Carbon Recycling International a construit une usine adjacente qui transforme le dioxyde de carbone en méthanol, un combustible utilisé pour la fabrication du contreplaqué, des peintures, solvants et autres produits. C’est peut être la première société au monde à avoir mis en œuvre un procédé commercialement viable pour fabriquer du combustible liquide directement à partir de dioxyde de carbone, ce qui pourrait aider à réduire les émissions de gaz à effet de serre.
L’exploitation du dioxyde de carbone émis par la centrale géothermique est moins coûteuse que celle du dioxyde de carbone des centrales électriques qui utilisent des combustibles fossiles. Dans les centrales à charbon, le dioxyde de carbone est produit par la combustion du charbon dans l’air ; le gaz qui en sort est principalement de l’azote, et la séparation du dioxyde de carbone coûte cher.
Carbon Recycling International a baptisé son méthanol Vulcanol  parce que, selon la société, « il est fabriqué avec l’énergie d’un volcan ». La quantité de dioxyde de carbone produite par la centrale géothermique est relativement faible, environ un 20ème de son équivalent pour les centrales au charbon pour un kilowatt-heure d’électricité. En revanche, la centrale géothermique émet un flux très concentré de dioxyde de carbone qui nécessite moins d’énergie et d’équipement pour son extraction et son exploitation.
Pour produire du méthanol à partir du dioxyde de carbone, il faut une source d’hydrogène car le méthanol (CH3OH) est en partie composé d’hydrogène. L’hydrogène est également un combustible en soi et fournit l’énergie chimique nécessaire pour former du méthanol. Carbone Recycling International obtient son hydrogène en utilisant, pour l’ électrolyse de l’eau, l’électricité de la centrale géothermique. Le processus sera rentable dès l’année prochaine, lorsque son usine – qui produira alors cinq millions de litres de méthanol – fonctionnera à pleine capacité.
Les chercheurs sont à la recherche d’autres idées pour que le recyclage du carbone soit rentable. Des catalyseurs sont en train d’être mis au point pour diminuer la quantité d’énergie nécessaire pour transformer le dioxyde de carbone en produits chimiques utiles, et aussi pour pouvoir produire des produits chimiques plus intéressants que le méthanol, tel que le propanol. Au prix de l’électricité en Islande, on pourrait produire une tonne de propanol (qui se vend pour environ $ 3200 / 2350 € ) avec moins de 800 $ (590€) d’électricité. Toutefois, le marché du propanol est relativement limité.
Source : MIT Review. .

 

drapeau anglaisMost tourists who visit Iceland make a stop at the Blue Lagoon on the Reykjanes Peninsula and plunge their bodies in the blue water spewed by the Svartsengi geothermal plant that has been operational since 1976. Now a small Icelandic company is hoping to turn a profit from the waste carbon dioxide from the same plant.

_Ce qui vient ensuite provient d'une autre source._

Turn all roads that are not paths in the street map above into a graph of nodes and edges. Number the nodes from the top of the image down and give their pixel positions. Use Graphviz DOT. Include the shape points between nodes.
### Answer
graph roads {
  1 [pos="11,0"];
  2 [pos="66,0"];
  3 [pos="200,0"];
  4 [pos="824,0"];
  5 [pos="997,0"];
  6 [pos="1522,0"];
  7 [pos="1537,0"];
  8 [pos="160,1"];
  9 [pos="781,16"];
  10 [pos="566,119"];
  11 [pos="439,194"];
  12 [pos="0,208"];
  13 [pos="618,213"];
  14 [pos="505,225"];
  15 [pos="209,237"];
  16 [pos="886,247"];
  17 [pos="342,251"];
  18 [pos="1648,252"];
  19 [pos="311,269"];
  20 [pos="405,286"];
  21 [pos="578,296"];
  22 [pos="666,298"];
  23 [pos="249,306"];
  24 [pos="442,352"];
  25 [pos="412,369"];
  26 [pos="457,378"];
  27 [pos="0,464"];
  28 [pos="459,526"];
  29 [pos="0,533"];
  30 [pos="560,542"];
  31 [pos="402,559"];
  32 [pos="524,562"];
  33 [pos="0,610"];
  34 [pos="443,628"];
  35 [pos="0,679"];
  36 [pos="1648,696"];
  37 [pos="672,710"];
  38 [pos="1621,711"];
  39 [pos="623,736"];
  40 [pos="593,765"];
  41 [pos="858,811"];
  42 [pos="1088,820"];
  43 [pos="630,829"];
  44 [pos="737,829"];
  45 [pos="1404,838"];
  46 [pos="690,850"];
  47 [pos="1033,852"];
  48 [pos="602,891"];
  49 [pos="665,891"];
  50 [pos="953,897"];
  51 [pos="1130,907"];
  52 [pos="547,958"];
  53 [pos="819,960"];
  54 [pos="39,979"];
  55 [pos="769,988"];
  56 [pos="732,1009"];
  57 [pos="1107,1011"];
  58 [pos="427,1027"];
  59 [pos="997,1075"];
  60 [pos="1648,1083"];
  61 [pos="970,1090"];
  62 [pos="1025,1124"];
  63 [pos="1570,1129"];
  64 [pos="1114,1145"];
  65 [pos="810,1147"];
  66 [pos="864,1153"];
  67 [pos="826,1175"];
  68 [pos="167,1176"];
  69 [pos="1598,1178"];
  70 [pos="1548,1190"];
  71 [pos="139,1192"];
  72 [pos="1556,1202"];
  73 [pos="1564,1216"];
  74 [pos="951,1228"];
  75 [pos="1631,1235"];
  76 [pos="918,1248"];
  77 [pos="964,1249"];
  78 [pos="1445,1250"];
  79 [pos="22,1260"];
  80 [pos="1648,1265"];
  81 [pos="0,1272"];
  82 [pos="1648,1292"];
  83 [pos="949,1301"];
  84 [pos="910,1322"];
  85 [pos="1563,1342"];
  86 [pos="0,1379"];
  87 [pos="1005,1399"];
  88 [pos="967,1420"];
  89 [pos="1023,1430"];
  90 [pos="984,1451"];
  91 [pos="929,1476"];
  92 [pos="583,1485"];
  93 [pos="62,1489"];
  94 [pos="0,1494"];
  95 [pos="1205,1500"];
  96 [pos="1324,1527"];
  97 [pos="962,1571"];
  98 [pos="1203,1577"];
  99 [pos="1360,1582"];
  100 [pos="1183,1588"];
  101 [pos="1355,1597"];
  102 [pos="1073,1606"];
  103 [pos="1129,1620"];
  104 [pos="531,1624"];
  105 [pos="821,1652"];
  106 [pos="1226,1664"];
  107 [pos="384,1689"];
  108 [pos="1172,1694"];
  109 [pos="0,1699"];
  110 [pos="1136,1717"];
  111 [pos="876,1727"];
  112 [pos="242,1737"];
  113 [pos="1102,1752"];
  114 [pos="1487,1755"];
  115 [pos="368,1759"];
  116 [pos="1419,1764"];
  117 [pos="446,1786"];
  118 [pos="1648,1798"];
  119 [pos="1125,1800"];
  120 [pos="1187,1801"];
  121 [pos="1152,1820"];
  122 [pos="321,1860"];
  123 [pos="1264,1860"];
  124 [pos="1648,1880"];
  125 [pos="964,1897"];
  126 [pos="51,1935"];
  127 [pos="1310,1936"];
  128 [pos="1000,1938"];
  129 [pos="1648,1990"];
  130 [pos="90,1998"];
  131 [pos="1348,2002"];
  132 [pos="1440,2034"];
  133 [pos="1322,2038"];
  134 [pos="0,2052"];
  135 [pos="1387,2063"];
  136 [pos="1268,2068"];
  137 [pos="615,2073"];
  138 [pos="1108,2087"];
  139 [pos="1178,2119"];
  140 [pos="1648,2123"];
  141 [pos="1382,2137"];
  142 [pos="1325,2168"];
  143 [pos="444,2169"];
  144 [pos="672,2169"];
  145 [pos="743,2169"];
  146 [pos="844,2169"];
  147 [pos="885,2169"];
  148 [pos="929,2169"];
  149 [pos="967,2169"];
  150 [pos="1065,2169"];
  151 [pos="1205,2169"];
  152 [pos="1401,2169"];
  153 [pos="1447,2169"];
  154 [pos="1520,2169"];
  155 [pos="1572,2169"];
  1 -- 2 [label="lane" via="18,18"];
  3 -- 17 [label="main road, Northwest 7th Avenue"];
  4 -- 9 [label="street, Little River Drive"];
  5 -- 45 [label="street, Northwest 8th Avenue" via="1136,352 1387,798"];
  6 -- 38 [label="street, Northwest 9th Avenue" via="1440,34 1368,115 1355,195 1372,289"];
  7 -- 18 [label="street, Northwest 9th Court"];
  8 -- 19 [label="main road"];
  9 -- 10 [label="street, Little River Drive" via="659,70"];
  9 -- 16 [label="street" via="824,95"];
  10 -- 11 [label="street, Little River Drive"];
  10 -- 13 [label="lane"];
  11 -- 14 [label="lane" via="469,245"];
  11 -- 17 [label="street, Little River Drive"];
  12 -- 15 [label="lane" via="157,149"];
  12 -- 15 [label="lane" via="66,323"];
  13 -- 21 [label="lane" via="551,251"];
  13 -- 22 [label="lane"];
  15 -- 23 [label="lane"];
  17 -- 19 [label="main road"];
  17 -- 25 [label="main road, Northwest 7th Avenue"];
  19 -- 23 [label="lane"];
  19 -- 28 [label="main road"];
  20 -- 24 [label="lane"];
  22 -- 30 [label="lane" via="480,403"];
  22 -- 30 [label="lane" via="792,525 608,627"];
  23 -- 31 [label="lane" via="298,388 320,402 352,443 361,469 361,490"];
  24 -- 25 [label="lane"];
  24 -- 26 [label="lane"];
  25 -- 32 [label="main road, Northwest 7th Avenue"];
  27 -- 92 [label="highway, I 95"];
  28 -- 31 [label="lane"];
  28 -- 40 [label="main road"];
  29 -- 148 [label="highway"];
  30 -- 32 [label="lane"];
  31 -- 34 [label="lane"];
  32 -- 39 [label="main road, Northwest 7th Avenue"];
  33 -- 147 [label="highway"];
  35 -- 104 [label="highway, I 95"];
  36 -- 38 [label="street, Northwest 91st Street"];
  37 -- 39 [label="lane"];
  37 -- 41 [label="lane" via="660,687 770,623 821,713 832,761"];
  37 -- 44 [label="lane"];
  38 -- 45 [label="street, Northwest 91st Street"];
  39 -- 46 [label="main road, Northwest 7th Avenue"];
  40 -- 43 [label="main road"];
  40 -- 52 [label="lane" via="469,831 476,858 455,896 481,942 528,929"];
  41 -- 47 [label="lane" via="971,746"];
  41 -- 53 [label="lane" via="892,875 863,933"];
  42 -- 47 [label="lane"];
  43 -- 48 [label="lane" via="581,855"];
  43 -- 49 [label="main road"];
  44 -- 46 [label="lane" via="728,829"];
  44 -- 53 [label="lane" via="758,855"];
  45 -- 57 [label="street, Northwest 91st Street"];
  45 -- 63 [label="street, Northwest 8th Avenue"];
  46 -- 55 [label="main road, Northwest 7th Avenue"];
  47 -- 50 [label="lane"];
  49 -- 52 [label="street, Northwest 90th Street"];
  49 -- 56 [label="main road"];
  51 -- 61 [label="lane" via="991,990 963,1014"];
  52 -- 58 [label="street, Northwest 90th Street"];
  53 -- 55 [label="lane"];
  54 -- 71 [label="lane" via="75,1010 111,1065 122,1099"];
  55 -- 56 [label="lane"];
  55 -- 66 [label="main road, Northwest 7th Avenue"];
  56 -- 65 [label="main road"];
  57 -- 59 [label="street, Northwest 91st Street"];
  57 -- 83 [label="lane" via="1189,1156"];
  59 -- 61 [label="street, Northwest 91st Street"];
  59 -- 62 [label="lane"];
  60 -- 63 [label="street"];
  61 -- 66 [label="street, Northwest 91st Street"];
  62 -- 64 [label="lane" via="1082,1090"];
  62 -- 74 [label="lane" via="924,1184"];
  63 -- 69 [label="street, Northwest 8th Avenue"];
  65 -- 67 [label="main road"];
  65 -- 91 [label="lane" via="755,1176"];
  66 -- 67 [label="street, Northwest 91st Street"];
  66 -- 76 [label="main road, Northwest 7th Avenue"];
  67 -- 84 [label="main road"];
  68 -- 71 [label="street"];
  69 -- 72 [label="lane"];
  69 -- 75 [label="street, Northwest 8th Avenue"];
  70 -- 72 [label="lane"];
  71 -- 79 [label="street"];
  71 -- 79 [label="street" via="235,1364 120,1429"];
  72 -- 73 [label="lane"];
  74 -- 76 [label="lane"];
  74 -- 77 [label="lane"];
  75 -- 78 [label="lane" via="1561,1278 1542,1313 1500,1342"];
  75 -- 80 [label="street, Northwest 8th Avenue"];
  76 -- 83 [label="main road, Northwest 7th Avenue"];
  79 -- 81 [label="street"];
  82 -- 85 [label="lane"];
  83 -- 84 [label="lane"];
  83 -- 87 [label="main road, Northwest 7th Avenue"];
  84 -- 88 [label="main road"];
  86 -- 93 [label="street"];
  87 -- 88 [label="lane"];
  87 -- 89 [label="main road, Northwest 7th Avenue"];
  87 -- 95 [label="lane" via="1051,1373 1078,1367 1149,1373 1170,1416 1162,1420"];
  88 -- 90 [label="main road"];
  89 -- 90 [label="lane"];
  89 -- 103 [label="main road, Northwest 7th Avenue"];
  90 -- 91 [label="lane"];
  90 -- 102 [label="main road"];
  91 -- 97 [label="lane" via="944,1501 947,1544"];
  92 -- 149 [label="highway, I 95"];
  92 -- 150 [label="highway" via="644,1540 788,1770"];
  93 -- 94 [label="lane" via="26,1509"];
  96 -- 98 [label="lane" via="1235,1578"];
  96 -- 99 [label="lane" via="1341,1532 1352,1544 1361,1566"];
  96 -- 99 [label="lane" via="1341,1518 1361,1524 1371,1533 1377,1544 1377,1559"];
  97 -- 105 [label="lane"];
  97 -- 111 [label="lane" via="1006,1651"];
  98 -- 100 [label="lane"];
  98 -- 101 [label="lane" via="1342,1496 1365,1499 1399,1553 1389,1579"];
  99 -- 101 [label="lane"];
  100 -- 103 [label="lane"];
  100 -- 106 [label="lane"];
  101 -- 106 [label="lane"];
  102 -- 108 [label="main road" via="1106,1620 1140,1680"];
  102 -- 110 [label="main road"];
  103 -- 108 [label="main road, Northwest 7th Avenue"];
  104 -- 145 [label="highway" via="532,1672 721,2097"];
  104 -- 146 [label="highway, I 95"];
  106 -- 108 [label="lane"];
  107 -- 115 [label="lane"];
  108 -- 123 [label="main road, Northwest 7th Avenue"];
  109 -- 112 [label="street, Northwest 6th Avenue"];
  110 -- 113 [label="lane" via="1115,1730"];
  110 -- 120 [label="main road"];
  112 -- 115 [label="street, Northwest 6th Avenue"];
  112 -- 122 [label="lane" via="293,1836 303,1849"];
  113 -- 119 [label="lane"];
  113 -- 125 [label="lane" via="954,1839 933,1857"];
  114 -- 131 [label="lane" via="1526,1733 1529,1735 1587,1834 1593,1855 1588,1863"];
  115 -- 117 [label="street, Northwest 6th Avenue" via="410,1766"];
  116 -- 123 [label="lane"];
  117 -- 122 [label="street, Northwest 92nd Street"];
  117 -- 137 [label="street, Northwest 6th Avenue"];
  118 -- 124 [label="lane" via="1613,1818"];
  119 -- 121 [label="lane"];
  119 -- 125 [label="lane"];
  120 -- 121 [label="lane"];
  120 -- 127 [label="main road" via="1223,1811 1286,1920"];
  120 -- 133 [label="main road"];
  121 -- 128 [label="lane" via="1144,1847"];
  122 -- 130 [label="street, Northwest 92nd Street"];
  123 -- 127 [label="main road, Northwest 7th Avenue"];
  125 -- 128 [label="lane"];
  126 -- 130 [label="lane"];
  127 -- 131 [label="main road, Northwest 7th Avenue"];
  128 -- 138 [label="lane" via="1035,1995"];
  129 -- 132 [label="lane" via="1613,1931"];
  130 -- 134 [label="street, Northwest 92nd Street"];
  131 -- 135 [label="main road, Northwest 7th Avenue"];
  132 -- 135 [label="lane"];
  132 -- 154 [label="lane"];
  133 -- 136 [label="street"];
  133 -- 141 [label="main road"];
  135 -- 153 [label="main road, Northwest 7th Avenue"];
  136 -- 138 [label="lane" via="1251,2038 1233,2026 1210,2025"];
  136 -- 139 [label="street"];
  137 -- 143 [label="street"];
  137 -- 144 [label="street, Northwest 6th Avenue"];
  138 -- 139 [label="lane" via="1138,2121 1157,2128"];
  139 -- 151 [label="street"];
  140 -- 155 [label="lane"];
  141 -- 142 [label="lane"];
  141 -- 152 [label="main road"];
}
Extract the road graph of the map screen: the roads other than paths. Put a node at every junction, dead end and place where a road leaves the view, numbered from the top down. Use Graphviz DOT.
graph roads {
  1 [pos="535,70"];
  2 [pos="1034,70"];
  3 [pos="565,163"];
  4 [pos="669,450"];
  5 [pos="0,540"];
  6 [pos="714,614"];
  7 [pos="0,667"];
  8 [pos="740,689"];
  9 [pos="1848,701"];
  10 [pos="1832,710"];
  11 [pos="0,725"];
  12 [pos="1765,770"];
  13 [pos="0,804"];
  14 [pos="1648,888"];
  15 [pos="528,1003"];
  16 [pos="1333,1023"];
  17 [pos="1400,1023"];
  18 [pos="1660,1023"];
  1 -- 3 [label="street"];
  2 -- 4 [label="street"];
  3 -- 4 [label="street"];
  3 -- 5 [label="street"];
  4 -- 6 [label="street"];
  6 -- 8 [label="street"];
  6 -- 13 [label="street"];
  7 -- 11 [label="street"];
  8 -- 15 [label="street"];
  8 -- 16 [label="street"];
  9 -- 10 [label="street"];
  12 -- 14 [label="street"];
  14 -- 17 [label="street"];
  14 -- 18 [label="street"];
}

Carbon Recycling International has built an adjacent plant that converts the carbon dioxide into methanol, a fuel for making plywood, paints, solvents and other products. It may be the first company in the world to demonstrate a commercially viable way of making liquid fuel directly from carbon dioxide, something that could help reduce greenhouse gas emissions.

The carbon dioxide emitted by the geothermal plant is cheaper to capture than the carbon dioxide from fossil-fuel power plants. At coal-fired plants, carbon dioxide is a product of burning coal in air ; the resulting flue gas, like air, is mostly nitrogen, and separating the carbon dioxide is expensive.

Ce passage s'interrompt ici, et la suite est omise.